_WHAT THE TASK ASKS_.
This task calls for copying each line below that contains "Niepodległości".

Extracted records

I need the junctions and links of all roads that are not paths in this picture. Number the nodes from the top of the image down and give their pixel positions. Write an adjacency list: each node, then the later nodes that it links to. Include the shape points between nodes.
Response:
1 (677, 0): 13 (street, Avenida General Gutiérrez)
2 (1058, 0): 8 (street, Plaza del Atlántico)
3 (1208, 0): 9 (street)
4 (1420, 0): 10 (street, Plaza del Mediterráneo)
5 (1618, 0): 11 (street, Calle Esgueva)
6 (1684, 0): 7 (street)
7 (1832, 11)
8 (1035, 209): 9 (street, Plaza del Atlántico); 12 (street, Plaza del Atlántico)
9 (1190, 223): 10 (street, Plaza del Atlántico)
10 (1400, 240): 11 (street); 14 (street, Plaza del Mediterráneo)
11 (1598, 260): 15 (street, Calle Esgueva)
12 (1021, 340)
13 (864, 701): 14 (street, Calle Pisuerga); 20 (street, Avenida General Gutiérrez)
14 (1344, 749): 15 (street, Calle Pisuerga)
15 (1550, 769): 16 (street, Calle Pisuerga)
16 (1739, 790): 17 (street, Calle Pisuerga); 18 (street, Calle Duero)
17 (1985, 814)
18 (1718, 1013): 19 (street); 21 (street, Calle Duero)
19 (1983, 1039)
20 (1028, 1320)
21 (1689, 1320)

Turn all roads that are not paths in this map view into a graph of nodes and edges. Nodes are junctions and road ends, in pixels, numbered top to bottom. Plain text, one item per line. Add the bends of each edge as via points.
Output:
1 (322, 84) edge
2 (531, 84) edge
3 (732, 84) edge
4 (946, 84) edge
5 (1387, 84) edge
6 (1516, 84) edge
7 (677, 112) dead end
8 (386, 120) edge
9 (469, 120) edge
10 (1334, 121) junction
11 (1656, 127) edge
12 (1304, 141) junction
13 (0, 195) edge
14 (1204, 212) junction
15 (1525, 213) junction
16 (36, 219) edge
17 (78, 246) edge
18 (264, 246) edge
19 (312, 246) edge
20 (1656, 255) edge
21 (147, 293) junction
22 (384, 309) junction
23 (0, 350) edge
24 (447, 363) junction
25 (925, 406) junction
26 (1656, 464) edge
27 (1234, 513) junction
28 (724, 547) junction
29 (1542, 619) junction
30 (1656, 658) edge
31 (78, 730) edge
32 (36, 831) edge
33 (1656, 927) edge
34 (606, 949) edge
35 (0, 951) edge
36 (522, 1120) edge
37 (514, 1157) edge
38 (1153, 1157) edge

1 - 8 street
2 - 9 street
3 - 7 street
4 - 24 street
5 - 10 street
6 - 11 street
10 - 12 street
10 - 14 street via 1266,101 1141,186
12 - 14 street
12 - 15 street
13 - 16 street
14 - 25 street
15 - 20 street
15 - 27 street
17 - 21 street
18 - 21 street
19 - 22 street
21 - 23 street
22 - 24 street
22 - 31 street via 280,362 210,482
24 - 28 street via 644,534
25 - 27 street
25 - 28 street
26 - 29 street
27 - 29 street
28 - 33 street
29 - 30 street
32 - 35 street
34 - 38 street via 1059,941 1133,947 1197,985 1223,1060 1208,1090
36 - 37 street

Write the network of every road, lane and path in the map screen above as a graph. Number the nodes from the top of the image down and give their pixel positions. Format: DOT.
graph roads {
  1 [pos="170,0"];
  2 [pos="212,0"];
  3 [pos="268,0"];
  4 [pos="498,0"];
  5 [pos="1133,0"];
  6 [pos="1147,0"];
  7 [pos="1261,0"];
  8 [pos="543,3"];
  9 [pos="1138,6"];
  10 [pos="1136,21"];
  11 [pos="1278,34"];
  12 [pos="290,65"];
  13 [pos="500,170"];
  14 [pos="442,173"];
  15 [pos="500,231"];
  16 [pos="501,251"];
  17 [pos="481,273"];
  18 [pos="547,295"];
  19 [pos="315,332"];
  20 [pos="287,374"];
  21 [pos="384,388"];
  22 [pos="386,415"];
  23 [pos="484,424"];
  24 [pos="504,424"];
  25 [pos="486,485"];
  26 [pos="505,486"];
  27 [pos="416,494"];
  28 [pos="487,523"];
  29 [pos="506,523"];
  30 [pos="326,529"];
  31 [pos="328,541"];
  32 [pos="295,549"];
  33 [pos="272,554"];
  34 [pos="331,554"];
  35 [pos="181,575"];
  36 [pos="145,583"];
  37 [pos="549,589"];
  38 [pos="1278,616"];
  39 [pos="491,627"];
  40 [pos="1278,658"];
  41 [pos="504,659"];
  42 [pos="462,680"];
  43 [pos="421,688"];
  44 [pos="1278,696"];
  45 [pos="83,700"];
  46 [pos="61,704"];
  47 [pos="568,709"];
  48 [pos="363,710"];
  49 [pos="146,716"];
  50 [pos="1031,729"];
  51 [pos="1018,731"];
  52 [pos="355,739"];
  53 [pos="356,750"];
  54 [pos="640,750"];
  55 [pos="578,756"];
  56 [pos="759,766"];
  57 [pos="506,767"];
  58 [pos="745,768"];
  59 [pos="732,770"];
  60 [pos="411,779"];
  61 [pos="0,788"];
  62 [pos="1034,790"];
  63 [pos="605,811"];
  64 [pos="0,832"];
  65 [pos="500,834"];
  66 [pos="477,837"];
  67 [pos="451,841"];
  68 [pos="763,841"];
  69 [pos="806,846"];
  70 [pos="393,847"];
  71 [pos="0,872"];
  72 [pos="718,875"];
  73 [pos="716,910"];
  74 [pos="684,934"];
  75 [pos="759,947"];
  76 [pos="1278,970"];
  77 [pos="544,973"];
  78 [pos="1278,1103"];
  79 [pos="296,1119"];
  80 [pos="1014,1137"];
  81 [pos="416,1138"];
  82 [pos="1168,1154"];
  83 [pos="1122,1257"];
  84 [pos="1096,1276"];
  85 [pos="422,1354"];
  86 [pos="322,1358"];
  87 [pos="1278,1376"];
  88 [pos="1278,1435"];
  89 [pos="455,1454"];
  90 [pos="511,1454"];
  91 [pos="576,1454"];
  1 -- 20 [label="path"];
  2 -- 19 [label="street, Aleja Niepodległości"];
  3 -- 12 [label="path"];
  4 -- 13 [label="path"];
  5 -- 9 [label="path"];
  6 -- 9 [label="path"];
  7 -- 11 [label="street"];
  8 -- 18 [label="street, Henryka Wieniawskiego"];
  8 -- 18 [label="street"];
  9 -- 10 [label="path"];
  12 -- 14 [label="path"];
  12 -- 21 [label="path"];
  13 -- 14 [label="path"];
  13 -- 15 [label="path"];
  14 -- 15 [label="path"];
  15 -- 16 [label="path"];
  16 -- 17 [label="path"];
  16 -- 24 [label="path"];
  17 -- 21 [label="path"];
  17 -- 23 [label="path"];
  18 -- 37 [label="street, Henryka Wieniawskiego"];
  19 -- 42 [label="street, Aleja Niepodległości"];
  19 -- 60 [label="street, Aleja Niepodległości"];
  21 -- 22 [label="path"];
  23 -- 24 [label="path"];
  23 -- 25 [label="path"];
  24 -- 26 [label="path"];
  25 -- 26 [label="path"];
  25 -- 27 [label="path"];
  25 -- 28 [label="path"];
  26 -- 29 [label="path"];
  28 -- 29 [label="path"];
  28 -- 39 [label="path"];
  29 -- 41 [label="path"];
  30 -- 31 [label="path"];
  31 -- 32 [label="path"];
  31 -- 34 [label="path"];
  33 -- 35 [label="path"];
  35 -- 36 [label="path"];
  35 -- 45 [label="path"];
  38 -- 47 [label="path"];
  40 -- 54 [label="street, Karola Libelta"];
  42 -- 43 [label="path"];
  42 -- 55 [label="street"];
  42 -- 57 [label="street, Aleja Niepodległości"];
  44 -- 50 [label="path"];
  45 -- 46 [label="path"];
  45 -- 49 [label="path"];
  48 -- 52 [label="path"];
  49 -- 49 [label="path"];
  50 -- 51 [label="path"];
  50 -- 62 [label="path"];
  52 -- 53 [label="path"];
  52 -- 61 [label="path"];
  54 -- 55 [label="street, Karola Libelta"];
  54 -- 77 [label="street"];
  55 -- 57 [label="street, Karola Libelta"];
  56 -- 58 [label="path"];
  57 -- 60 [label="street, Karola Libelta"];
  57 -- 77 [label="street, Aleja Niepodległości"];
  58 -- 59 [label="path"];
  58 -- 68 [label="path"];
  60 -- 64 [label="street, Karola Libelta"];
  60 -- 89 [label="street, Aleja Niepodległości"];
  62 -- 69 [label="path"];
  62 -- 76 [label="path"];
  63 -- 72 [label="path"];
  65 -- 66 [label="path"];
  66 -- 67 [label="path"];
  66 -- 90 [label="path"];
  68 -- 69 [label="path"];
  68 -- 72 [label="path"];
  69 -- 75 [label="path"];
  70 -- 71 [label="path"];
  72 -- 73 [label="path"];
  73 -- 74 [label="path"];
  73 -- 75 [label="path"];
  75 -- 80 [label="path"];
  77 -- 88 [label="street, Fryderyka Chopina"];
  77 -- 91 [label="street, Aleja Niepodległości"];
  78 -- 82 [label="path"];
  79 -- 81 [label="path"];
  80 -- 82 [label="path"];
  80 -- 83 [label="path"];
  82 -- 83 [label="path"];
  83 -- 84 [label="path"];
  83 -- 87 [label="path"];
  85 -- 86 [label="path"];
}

_RESPONSE_.
  2 -- 19 [label="street, Aleja Niepodległości"];
  19 -- 42 [label="street, Aleja Niepodległości"];
  19 -- 60 [label="street, Aleja Niepodległości"];
  42 -- 57 [label="street, Aleja Niepodległości"];
  57 -- 77 [label="street, Aleja Niepodległości"];
  60 -- 89 [label="street, Aleja Niepodległości"];
  77 -- 91 [label="street, Aleja Niepodległości"];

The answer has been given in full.